─── Material for this task ───
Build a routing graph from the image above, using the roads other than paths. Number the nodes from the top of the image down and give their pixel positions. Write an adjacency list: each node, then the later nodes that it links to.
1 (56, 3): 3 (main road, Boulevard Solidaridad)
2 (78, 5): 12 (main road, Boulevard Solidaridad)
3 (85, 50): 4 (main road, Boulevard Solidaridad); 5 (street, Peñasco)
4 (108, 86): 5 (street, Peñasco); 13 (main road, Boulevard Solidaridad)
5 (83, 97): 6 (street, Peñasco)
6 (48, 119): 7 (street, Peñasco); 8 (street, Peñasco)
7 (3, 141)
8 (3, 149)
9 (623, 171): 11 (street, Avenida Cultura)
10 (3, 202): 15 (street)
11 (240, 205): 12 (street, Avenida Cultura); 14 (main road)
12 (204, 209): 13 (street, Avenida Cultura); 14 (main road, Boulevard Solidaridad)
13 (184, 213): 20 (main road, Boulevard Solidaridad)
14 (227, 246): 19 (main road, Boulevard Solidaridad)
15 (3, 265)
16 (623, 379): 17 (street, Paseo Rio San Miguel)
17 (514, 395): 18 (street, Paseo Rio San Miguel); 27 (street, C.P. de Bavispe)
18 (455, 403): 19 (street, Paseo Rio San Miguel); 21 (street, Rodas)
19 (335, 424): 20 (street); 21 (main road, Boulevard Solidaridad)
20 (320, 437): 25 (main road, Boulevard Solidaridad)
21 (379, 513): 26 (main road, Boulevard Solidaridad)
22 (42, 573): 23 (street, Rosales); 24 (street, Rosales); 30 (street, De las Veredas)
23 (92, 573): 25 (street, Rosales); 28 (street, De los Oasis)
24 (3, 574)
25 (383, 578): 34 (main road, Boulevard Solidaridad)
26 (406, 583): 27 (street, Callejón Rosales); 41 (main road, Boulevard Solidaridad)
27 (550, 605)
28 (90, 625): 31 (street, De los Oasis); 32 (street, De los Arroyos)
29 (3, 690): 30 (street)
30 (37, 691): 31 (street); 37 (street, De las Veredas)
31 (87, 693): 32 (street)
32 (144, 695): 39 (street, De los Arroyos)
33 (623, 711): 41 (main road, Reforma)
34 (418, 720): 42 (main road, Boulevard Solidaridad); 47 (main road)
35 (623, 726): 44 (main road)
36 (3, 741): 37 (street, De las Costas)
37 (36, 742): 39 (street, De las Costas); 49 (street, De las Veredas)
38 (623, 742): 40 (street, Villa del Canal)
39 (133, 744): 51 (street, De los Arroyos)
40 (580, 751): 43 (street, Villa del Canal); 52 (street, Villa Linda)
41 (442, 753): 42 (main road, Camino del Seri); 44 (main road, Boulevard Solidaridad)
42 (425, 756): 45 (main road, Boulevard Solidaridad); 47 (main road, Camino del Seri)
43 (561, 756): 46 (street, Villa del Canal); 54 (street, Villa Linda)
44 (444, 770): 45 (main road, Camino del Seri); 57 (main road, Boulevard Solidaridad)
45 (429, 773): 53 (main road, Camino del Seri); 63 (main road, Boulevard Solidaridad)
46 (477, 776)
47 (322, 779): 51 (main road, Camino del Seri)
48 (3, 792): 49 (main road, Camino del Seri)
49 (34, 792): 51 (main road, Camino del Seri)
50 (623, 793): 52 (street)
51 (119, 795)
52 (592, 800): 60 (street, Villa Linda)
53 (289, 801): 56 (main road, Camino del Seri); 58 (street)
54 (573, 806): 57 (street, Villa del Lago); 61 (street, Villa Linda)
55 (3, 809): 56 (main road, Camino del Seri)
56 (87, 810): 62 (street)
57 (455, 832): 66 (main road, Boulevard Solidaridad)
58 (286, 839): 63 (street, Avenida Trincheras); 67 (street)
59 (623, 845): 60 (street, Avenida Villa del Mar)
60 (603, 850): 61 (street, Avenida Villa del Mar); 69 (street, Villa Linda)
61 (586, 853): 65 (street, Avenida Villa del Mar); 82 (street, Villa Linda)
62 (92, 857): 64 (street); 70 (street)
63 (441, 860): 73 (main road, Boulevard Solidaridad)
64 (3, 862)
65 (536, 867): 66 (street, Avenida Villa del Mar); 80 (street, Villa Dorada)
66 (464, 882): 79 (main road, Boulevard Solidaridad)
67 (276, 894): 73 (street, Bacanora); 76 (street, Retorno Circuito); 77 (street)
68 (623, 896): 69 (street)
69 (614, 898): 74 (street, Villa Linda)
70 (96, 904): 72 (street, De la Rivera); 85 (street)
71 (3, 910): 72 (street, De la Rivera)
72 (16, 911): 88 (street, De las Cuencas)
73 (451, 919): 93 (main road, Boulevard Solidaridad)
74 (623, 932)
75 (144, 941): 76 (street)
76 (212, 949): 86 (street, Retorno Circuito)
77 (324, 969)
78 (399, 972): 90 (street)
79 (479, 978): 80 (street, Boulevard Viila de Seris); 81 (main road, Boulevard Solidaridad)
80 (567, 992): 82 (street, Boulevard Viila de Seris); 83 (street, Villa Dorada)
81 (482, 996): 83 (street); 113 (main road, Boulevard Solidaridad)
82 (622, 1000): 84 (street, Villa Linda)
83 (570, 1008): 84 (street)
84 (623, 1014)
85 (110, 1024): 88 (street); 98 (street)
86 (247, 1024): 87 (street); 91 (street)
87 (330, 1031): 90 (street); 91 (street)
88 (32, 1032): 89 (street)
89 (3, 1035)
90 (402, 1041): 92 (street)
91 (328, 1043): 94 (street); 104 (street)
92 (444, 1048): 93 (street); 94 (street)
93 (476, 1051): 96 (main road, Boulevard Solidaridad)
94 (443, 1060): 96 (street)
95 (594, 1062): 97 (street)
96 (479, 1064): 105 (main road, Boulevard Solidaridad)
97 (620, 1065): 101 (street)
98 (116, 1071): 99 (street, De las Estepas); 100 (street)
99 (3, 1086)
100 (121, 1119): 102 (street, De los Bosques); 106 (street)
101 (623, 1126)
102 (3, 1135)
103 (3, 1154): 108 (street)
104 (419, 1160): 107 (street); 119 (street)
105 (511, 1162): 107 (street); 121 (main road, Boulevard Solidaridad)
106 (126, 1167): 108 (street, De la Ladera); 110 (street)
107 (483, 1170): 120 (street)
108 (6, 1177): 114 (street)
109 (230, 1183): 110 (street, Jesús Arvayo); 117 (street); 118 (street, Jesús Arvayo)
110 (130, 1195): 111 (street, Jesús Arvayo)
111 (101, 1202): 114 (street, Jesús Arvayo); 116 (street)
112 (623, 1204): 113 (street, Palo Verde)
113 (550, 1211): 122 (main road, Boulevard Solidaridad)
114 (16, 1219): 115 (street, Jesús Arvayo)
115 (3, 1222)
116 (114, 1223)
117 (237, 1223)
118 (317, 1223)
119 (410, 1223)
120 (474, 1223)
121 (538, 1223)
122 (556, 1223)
───
**Task to carry out**:
Output each line of the material exactly, keeping every word as it appears.

**Exercise solution**:
Build a routing graph from the image above, using the roads other than paths. Number the nodes from the top of the image down and give their pixel positions. Write an adjacency list: each node, then the later nodes that it links to.
1 (56, 3): 3 (main road, Boulevard Solidaridad)
2 (78, 5): 12 (main road, Boulevard Solidaridad)
3 (85, 50): 4 (main road, Boulevard Solidaridad); 5 (street, Peñasco)
4 (108, 86): 5 (street, Peñasco); 13 (main road, Boulevard Solidaridad)
5 (83, 97): 6 (street, Peñasco)
6 (48, 119): 7 (street, Peñasco); 8 (street, Peñasco)
7 (3, 141)
8 (3, 149)
9 (623, 171): 11 (street, Avenida Cultura)
10 (3, 202): 15 (street)
11 (240, 205): 12 (street, Avenida Cultura); 14 (main road)
12 (204, 209): 13 (street, Avenida Cultura); 14 (main road, Boulevard Solidaridad)
13 (184, 213): 20 (main road, Boulevard Solidaridad)
14 (227, 246): 19 (main road, Boulevard Solidaridad)
15 (3, 265)
16 (623, 379): 17 (street, Paseo Rio San Miguel)
17 (514, 395): 18 (street, Paseo Rio San Miguel); 27 (street, C.P. de Bavispe)
18 (455, 403): 19 (street, Paseo Rio San Miguel); 21 (street, Rodas)
19 (335, 424): 20 (street); 21 (main road, Boulevard Solidaridad)
20 (320, 437): 25 (main road, Boulevard Solidaridad)
21 (379, 513): 26 (main road, Boulevard Solidaridad)
22 (42, 573): 23 (street, Rosales); 24 (street, Rosales); 30 (street, De las Veredas)
23 (92, 573): 25 (street, Rosales); 28 (street, De los Oasis)
24 (3, 574)
25 (383, 578): 34 (main road, Boulevard Solidaridad)
26 (406, 583): 27 (street, Callejón Rosales); 41 (main road, Boulevard Solidaridad)
27 (550, 605)
28 (90, 625): 31 (street, De los Oasis); 32 (street, De los Arroyos)
29 (3, 690): 30 (street)
30 (37, 691): 31 (street); 37 (street, De las Veredas)
31 (87, 693): 32 (street)
32 (144, 695): 39 (street, De los Arroyos)
33 (623, 711): 41 (main road, Reforma)
34 (418, 720): 42 (main road, Boulevard Solidaridad); 47 (main road)
35 (623, 726): 44 (main road)
36 (3, 741): 37 (street, De las Costas)
37 (36, 742): 39 (street, De las Costas); 49 (street, De las Veredas)
38 (623, 742): 40 (street, Villa del Canal)
39 (133, 744): 51 (street, De los Arroyos)
40 (580, 751): 43 (street, Villa del Canal); 52 (street, Villa Linda)
41 (442, 753): 42 (main road, Camino del Seri); 44 (main road, Boulevard Solidaridad)
42 (425, 756): 45 (main road, Boulevard Solidaridad); 47 (main road, Camino del Seri)
43 (561, 756): 46 (street, Villa del Canal); 54 (street, Villa Linda)
44 (444, 770): 45 (main road, Camino del Seri); 57 (main road, Boulevard Solidaridad)
45 (429, 773): 53 (main road, Camino del Seri); 63 (main road, Boulevard Solidaridad)
46 (477, 776)
47 (322, 779): 51 (main road, Camino del Seri)
48 (3, 792): 49 (main road, Camino del Seri)
49 (34, 792): 51 (main road, Camino del Seri)
50 (623, 793): 52 (street)
51 (119, 795)
52 (592, 800): 60 (street, Villa Linda)
53 (289, 801): 56 (main road, Camino del Seri); 58 (street)
54 (573, 806): 57 (street, Villa del Lago); 61 (street, Villa Linda)
55 (3, 809): 56 (main road, Camino del Seri)
56 (87, 810): 62 (street)
57 (455, 832): 66 (main road, Boulevard Solidaridad)
58 (286, 839): 63 (street, Avenida Trincheras); 67 (street)
59 (623, 845): 60 (street, Avenida Villa del Mar)
60 (603, 850): 61 (street, Avenida Villa del Mar); 69 (street, Villa Linda)
61 (586, 853): 65 (street, Avenida Villa del Mar); 82 (street, Villa Linda)
62 (92, 857): 64 (street); 70 (street)
63 (441, 860): 73 (main road, Boulevard Solidaridad)
64 (3, 862)
65 (536, 867): 66 (street, Avenida Villa del Mar); 80 (street, Villa Dorada)
66 (464, 882): 79 (main road, Boulevard Solidaridad)
67 (276, 894): 73 (street, Bacanora); 76 (street, Retorno Circuito); 77 (street)
68 (623, 896): 69 (street)
69 (614, 898): 74 (street, Villa Linda)
70 (96, 904): 72 (street, De la Rivera); 85 (street)
71 (3, 910): 72 (street, De la Rivera)
72 (16, 911): 88 (street, De las Cuencas)
73 (451, 919): 93 (main road, Boulevard Solidaridad)
74 (623, 932)
75 (144, 941): 76 (street)
76 (212, 949): 86 (street, Retorno Circuito)
77 (324, 969)
78 (399, 972): 90 (street)
79 (479, 978): 80 (street, Boulevard Viila de Seris); 81 (main road, Boulevard Solidaridad)
80 (567, 992): 82 (street, Boulevard Viila de Seris); 83 (street, Villa Dorada)
81 (482, 996): 83 (street); 113 (main road, Boulevard Solidaridad)
82 (622, 1000): 84 (street, Villa Linda)
83 (570, 1008): 84 (street)
84 (623, 1014)
85 (110, 1024): 88 (street); 98 (street)
86 (247, 1024): 87 (street); 91 (street)
87 (330, 1031): 90 (street); 91 (street)
88 (32, 1032): 89 (street)
89 (3, 1035)
90 (402, 1041): 92 (street)
91 (328, 1043): 94 (street); 104 (street)
92 (444, 1048): 93 (street); 94 (street)
93 (476, 1051): 96 (main road, Boulevard Solidaridad)
94 (443, 1060): 96 (street)
95 (594, 1062): 97 (street)
96 (479, 1064): 105 (main road, Boulevard Solidaridad)
97 (620, 1065): 101 (street)
98 (116, 1071): 99 (street, De las Estepas); 100 (street)
99 (3, 1086)
100 (121, 1119): 102 (street, De los Bosques); 106 (street)
101 (623, 1126)
102 (3, 1135)
103 (3, 1154): 108 (street)
104 (419, 1160): 107 (street); 119 (street)
105 (511, 1162): 107 (street); 121 (main road, Boulevard Solidaridad)
106 (126, 1167): 108 (street, De la Ladera); 110 (street)
107 (483, 1170): 120 (street)
108 (6, 1177): 114 (street)
109 (230, 1183): 110 (street, Jesús Arvayo); 117 (street); 118 (street, Jesús Arvayo)
110 (130, 1195): 111 (street, Jesús Arvayo)
111 (101, 1202): 114 (street, Jesús Arvayo); 116 (street)
112 (623, 1204): 113 (street, Palo Verde)
113 (550, 1211): 122 (main road, Boulevard Solidaridad)
114 (16, 1219): 115 (street, Jesús Arvayo)
115 (3, 1222)
116 (114, 1223)
117 (237, 1223)
118 (317, 1223)
119 (410, 1223)
120 (474, 1223)
121 (538, 1223)
122 (556, 1223)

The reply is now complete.